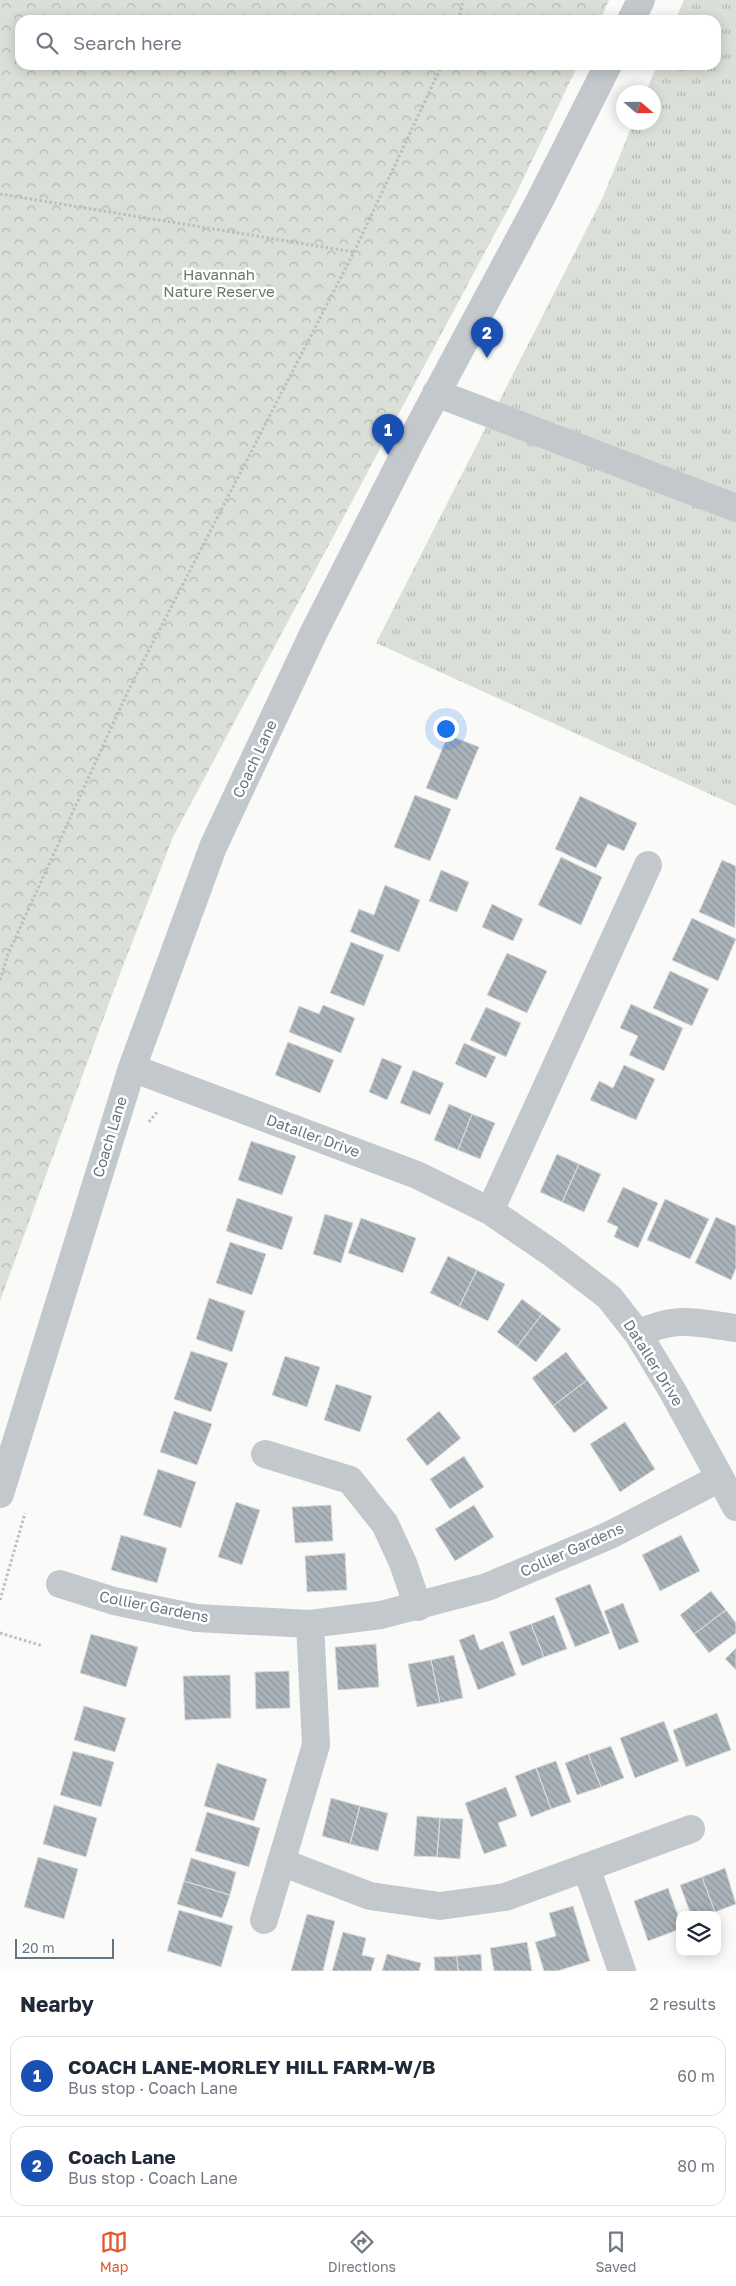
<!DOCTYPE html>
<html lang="en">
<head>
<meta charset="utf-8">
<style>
	:root { --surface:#fff; --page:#f6f6f7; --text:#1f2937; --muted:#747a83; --line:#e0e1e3; --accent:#e4572e }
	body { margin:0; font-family:"Golos Text",sans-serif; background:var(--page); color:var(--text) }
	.controls { position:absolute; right:15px; bottom:15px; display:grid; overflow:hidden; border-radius:10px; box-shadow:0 2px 12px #0003 }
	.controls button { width:45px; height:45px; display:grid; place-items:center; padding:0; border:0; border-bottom:1px solid var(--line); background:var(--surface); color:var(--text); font:25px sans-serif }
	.compass { position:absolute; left:616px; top:85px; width:45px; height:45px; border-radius:50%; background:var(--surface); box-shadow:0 2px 12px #0003; rotate:110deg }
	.scale { position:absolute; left:15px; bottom:12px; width:99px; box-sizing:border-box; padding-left:5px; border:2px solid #657683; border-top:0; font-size:14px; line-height:18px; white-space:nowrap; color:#657683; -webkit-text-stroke:4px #fff; paint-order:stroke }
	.you { position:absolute; left:445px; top:728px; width:18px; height:18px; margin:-12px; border:4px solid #fff; border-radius:50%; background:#1a73e8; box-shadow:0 0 0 8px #1a73e833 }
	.badge { display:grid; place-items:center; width:32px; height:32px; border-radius:50%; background:var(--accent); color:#fff; font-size:16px; font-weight:700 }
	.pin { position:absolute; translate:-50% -41px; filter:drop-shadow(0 1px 2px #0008) }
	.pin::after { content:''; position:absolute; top:26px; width:18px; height:15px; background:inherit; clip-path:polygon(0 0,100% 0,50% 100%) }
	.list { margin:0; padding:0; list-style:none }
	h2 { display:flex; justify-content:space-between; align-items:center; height:65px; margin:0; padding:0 20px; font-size:21px }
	h2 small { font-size:16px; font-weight:400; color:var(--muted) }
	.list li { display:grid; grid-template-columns:32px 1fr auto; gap:15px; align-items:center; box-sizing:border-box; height:80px; margin:0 10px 10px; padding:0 10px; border:1px solid var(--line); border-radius:15px }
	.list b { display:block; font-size:19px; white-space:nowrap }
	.list p { margin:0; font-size:16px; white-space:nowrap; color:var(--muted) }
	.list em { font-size:16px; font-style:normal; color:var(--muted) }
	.icon { flex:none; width:28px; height:28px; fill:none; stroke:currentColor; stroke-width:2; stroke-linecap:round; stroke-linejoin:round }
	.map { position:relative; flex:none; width:736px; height:1971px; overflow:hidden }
	.search { position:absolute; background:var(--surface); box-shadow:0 2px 12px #0003; left:15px; right:15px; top:15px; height:55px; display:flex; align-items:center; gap:12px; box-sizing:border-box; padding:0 18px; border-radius:15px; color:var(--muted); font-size:19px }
	.sheet { height:245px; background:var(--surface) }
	nav { display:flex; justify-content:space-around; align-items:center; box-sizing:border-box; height:70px; border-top:1px solid var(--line); background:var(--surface); font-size:14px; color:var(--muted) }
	nav a { display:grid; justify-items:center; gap:2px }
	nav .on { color:var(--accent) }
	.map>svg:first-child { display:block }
</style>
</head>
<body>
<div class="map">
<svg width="736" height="1971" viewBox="0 0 736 1971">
	<defs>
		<pattern id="grass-tufts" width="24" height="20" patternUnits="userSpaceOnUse" patternTransform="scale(1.25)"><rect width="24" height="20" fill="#dadfd7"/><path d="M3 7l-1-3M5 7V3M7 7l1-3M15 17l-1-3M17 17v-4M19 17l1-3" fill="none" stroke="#b4b9b4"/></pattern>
		<pattern id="forest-crowns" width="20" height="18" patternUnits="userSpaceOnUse" patternTransform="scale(1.25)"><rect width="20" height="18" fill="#dadfd7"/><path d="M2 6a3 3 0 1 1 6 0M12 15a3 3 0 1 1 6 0" fill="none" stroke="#b4b9b4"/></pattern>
		<pattern id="building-back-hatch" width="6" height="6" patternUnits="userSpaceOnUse" patternTransform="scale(1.25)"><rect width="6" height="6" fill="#aab3b9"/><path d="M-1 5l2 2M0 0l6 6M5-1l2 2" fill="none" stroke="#8e969c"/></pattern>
	</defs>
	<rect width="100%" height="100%" fill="#fafaf8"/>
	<path fill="url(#grass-tufts)" d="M684 0H736V806L376 643 603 197 633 123 654 122V92H646L657 65H716V20H675Z"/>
	<path fill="url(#forest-crowns)" d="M0 0H609L600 20H20V65H578L517 192 173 837 116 984 0 1301Z"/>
	<path fill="url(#building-back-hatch)" stroke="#dcdcda" d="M448 735 479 747 457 800 426 788Z
		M415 795 451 809 430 861 394 847Z
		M580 796 637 823 624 851 608 844 596 868 555 849Z
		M561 857 602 877 581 925 538 905Z
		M722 860 736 866 735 928 699 912Z
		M441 870 469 882 457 912 429 901Z
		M385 885 420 900 399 952 350 932 359 909 374 915Z
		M492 904 523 919 513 941 482 927Z
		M692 918 736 939 718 981 672 960Z
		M351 942 384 955 364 1006 330 993Z
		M507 953 547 971 527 1013 487 995Z
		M670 971 709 989 692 1026 653 1008Z
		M631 1004 683 1028 664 1071 629 1055 638 1036 620 1028Z
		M323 1005 355 1018 341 1053 289 1032 299 1006 319 1014Z
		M486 1007 521 1023 506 1057 470 1040Z
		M288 1042 334 1060 320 1093 275 1075Z
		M464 1043 496 1057 486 1078 455 1064Z
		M382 1058 402 1066 387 1100 369 1092Z
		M624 1065 655 1079 636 1120 590 1100 599 1081 613 1088Z
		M413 1070 444 1083 430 1115 400 1103Z
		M449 1104 472 1114 458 1150 434 1140Z
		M472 1114 495 1123 480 1159 458 1150Z
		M251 1141 296 1156 282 1195 238 1180Z
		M557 1154 579 1164 562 1202 540 1192Z
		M579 1164 601 1174 584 1212 562 1202Z
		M623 1187 658 1203 638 1248 614 1237 618 1227 607 1222Z
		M237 1198 293 1217 282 1250 226 1231Z
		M665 1199 709 1219 690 1259 647 1240Z
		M325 1214 353 1223 341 1263 313 1254Z
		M716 1217 736 1226V1268L731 1280 695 1263Z
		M361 1218 416 1238 403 1273 348 1253Z
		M230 1242 266 1254 252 1295 216 1283Z
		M448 1256 477 1270 459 1307 430 1293Z
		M477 1270 505 1284 488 1321 459 1307Z
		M209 1298 245 1311 232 1352 196 1339Z
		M522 1299 542 1314 517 1347 497 1332Z
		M542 1314 561 1329 536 1362 517 1347Z
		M191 1351 228 1363 211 1412 174 1399Z
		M566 1352 587 1380 553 1406 532 1378Z
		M285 1356 320 1367 307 1407 272 1395Z
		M587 1380 608 1408 574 1433 553 1406Z
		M336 1384 372 1396 360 1432 324 1420Z
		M174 1411 212 1424 197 1465 160 1452Z
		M439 1411 461 1438 427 1466 406 1439Z
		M625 1422 655 1469 620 1492 590 1444Z
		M464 1456 484 1487 450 1509 430 1479Z
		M158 1469 196 1482 181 1528 143 1515Z
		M236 1502 260 1510 242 1565 218 1557Z
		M331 1505 333 1541 295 1543 292 1507Z
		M474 1505 494 1537 455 1561 435 1529Z
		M121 1535 167 1548 157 1583 111 1570Z
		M681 1535 700 1571 660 1591 642 1555Z
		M345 1553 347 1590 307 1592 305 1556Z
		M590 1584 610 1633 575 1647 555 1598Z
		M711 1591 726 1610 694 1634 680 1615Z
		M623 1603 639 1642 619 1650 604 1611Z
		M726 1610 736 1623V1633L709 1653 694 1634Z
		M554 1615 567 1649 544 1657 531 1624Z
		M531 1624 544 1657 522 1666 509 1632Z
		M91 1634 138 1647 126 1687 80 1673Z
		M474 1634 480 1650 503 1641 516 1675 478 1690 459 1640Z
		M376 1644 379 1687 338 1690 335 1647Z
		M736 1648V1670L725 1659Z
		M454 1655 463 1698 440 1703 431 1660Z
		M431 1660 440 1703 417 1707 408 1664Z
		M289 1671 290 1708 256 1709 255 1672Z
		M230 1675 231 1718 185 1720 183 1676Z
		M84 1706 126 1718 115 1752 74 1740Z
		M717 1713 731 1750 686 1767 673 1730Z
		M664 1721 679 1761 635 1778 620 1738Z
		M611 1746 624 1778 601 1787 588 1754Z
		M73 1751 114 1762 101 1807 60 1795Z
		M588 1754 601 1787 577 1795 565 1763Z
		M556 1761 571 1802 551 1809 536 1768Z
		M217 1763 267 1779 254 1821 204 1806Z
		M536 1768 551 1809 531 1817 515 1776Z
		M506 1787 517 1816 498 1823 507 1846 484 1854 465 1803Z
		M331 1798 360 1806 350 1844 322 1836Z
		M54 1805 97 1818 86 1857 43 1844Z
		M360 1806 388 1813 378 1851 350 1844Z
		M207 1812 260 1828 249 1867 195 1851Z
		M417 1816 440 1818 437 1857 414 1856Z
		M440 1818 463 1819 460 1859 437 1857Z
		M38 1857 78 1869 64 1919 24 1907Z
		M191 1858 236 1872 230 1895 184 1881Z
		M725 1868 736 1904 715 1912 702 1877Z
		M702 1877 715 1912 707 1915H691L680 1885Z
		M184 1881 230 1895 222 1918 177 1904Z
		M668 1888 680 1921V1929L648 1941 634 1901Z
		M573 1906 590 1961 557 1971H544L535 1942 556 1936 549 1913Z
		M179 1910 233 1926 221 1967 167 1951Z
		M307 1914 335 1921 323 1971H291Z
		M343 1932 366 1938 362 1955 375 1958 371 1971H332Z
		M527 1942 532 1971H494L490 1948Z
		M387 1954 421 1963 419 1971H382Z
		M481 1954 482 1971H458L457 1956Z
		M457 1956 458 1971H435L434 1957Z"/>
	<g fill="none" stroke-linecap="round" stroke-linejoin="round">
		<path stroke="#bbbfc2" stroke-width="3" stroke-dasharray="2.5 2.5" stroke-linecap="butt" d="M459 20 463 0
			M0 194 354 252
			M0 980 8 954 129 689 354 252 442 65
			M149 1122 158 1111
			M0 1600 25 1513
			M0 1633 43 1646"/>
		<path stroke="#c3c8cc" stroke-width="28" d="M631 20 641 0
			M436 393 736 508
			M132 1068 417 1175 490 1211 553 1254 609 1297 638 1334 672 1390 736 1507
			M490 1211 648 865
			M638 1334C676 1315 696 1323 736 1328
			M265 1454 350 1480 385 1524 403 1563 418 1607
			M0 1494 132 1068 213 847 313 634 410 443 539 202 608 65
			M60 1584 114 1601 196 1618 310 1624 381 1615 487 1587 610 1535 720 1478
			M281 1862 370 1896 440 1906 505 1897 691 1829
			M586 1867 622 1971
			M264 1920 316 1745 310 1624"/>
	</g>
	<g text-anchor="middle" stroke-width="5" stroke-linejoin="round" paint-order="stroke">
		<g font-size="15" fill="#687a64" stroke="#fff">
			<text x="219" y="280">Havannah<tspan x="219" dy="17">Nature Reserve</tspan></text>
		</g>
		<g font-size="15" fill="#657683" stroke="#fff">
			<text transform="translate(255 759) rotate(-65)" y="5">Coach Lane</text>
			<text transform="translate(313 1136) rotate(20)" y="5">Dataller Drive</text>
			<text transform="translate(110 1137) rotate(-73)" y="5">Coach Lane</text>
			<text transform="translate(653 1363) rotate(58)" y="5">Dataller Drive</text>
			<text transform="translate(572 1550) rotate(-24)" y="5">Collier Gardens</text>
			<text transform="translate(154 1607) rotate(11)" y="5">Collier Gardens</text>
		</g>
	</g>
</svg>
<div class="controls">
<button><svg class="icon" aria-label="layers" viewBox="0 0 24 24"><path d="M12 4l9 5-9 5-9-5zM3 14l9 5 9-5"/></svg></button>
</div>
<svg class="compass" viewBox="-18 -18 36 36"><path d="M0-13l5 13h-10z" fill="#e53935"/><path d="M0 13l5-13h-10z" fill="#747a83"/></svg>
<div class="scale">20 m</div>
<div class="you"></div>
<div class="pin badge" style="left:388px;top:455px;background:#1a4fb4">1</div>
<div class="pin badge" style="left:487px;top:358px;background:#1a4fb4">2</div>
<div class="search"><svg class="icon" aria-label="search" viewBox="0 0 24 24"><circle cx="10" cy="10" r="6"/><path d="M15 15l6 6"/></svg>Search here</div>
</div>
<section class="sheet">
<h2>Nearby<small>2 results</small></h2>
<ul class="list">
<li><span class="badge" style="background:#1a4fb4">1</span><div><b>COACH LANE-MORLEY HILL FARM-W/B</b><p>Bus stop · Coach Lane</p></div><em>60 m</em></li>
<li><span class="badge" style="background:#1a4fb4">2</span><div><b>Coach Lane</b><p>Bus stop · Coach Lane</p></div><em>80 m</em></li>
</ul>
</section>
<nav>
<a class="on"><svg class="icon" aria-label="map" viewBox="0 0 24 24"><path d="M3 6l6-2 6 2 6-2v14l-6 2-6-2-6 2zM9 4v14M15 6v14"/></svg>Map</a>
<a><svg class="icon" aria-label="directions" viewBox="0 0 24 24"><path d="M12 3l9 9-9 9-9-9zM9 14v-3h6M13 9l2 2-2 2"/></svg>Directions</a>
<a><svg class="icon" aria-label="saved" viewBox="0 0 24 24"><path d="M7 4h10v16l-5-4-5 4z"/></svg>Saved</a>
</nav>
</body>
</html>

## [Exercise goal]
Starting at the first line of the material, output exactly the lines up to and including the one with "position:absolute; left:445px; top:728px;". Do not include the pictures.

## [Result of the task]
<!DOCTYPE html>
<html lang="en">
<head>
<meta charset="utf-8">
<style>
	:root { --surface:#fff; --page:#f6f6f7; --text:#1f2937; --muted:#747a83; --line:#e0e1e3; --accent:#e4572e }
	body { margin:0; font-family:"Golos Text",sans-serif; background:var(--page); color:var(--text) }
	.controls { position:absolute; right:15px; bottom:15px; display:grid; overflow:hidden; border-radius:10px; box-shadow:0 2px 12px #0003 }
	.controls button { width:45px; height:45px; display:grid; place-items:center; padding:0; border:0; border-bottom:1px solid var(--line); background:var(--surface); color:var(--text); font:25px sans-serif }
	.compass { position:absolute; left:616px; top:85px; width:45px; height:45px; border-radius:50%; background:var(--surface); box-shadow:0 2px 12px #0003; rotate:110deg }
	.scale { position:absolute; left:15px; bottom:12px; width:99px; box-sizing:border-box; padding-left:5px; border:2px solid #657683; border-top:0; font-size:14px; line-height:18px; white-space:nowrap; color:#657683; -webkit-text-stroke:4px #fff; paint-order:stroke }
	.you { position:absolute; left:445px; top:728px; width:18px; height:18px; margin:-12px; border:4px solid #fff; border-radius:50%; background:#1a73e8; box-shadow:0 0 0 8px #1a73e833 }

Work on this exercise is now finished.